Revenues excluding TAC is defined as gross profit plus other cost
of revenues. Under GAAP, both our revenues and cost of revenues
include TAC. In defining revenues excluding TAC as our non-GAAP
gross profit measure, we have removed TAC from both revenues and
cost of revenues. TAC consists of payments made to Affiliate sites
and payments made to companies that direct consumer and business
traffic to the Yahoo! website. We present revenues excluding TAC:
(1) to provide a metric for our investors to analyze and value our
Company and (2) to provide investors one of the primary metrics
used by the Company for evaluation and decision-making purposes.
We provide revenues excluding TAC because we believe it is useful
to investors in valuing our Company. One of the ways investors
value companies is to apply a multiple to revenues. Since a
significant portion of the GAAP revenues associated with our
sponsored search offerings is paid to our Affiliate sites, we
believe investors find it more meaningful to apply multiples to
revenues excluding TAC to assess our value as this avoids "double
counting” revenues that are paid to,
and being reported by, our Affiliate sites. Further, management
uses revenues excluding TAC for evaluating the performance of our
business, making operating decisions, budgeting purposes, and as a
factor in determining management compensation. A limitation of
revenues excluding TAC is that it is a measure which we have
defined for internal and investor purposes that may be unique to
the Company, and therefore it may not enhance the comparability of
our results to other companies in our industry who have similar
business arrangements but address the impact of TAC differently.

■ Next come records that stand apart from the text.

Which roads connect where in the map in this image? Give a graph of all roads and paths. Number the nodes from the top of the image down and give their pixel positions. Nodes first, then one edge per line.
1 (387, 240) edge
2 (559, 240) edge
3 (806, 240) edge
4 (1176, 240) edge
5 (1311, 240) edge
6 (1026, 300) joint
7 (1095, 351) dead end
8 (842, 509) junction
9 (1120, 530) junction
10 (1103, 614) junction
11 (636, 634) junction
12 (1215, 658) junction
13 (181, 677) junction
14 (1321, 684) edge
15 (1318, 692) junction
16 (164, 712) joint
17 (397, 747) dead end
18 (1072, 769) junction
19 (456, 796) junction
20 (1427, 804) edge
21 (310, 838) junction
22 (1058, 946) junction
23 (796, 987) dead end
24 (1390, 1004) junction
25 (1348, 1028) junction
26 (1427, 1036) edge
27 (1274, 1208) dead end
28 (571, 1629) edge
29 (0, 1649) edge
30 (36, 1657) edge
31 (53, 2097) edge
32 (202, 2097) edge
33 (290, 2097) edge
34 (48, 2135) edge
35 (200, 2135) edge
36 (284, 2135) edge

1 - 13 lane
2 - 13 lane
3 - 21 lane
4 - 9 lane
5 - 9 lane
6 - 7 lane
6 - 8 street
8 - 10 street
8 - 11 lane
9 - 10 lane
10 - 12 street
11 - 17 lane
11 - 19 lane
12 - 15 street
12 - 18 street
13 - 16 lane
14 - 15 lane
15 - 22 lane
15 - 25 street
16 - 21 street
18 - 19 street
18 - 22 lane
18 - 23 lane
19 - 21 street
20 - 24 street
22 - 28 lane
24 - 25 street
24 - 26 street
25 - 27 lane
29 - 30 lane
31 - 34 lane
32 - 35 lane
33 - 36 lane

Management compensates for these limitations by also relying on
the comparable GAAP financial measures of revenues, cost of
revenues, and gross profit, each of which includes the impact of
TAC.
Operating income before depreciation, amortization, and
stock-based compensation expense is defined as income from
operations before depreciation, amortization of intangible assets,
and stock-based compensation expense (including the compensation
of Terry Semel who served as our chief executive officer through
June 18, 2007 and whose compensation after June 1, 2006 consisted
almost entirely of stock-based compensation). We consider this
measure to be an important indicator of the operational strength
of the Company. We exclude depreciation and amortization because
while tangible and intangible assets support our businesses, we do
not believe the related depreciation and amortization costs are
directly attributable to the operating performance of our
business. This measure is used by some investors when assessing
the performance of our Company. In addition, because of the
variety of equity awards used by companies, the varying
methodologies for determining stock-based compensation expense,
and the subjective assumptions involved in those determinations,
we believe excluding stock-based compensation enhances the ability
of management and investors to understand the impact of
stock-based compensation expense on our operating income. We do
not include depreciation, amortization, and stock-based
compensation expense in our internal measures or in the measures
used by the Company to formulate our business outlook presented
with our quarterly financial information to investors. A
limitation associated with the non-GAAP measure of operating
income before depreciation, amortization, and stock-based
compensation expense is that it does not reflect the periodic
costs of certain capitalized tangible and intangible assets used
in generating revenues in our businesses. Management evaluates the
costs of such tangible and intangible assets through other
financial measures such as capital expenditures. A further
limitation associated with this measure is that it does not
include stock-based compensation expense related to the Company’s
workforce. Management compensates for these limitations by also
relying on the comparable GAAP financial measure of income from
operations, which includes depreciation, amortization, and
stock-based compensation expense.
Free Cash Flow is a non-GAAP measure defined as cash flow from
operating activities (adjusted to include excess tax benefits from
stock-based compensation), less net capital expenditures and
dividends received. We consider free cash flow to be a liquidity
measure which provides useful information to management and
investors about the amount of cash generated by the business after
the acquisition of property and equipment, which can then be used
for strategic opportunities including, among others, investing in
the Company's business, making strategic acquisitions,
strengthening the balance sheet, and repurchasing stock. A
limitation of free cash flow is that it does not represent the
total increase or decrease in the cash balance for the period.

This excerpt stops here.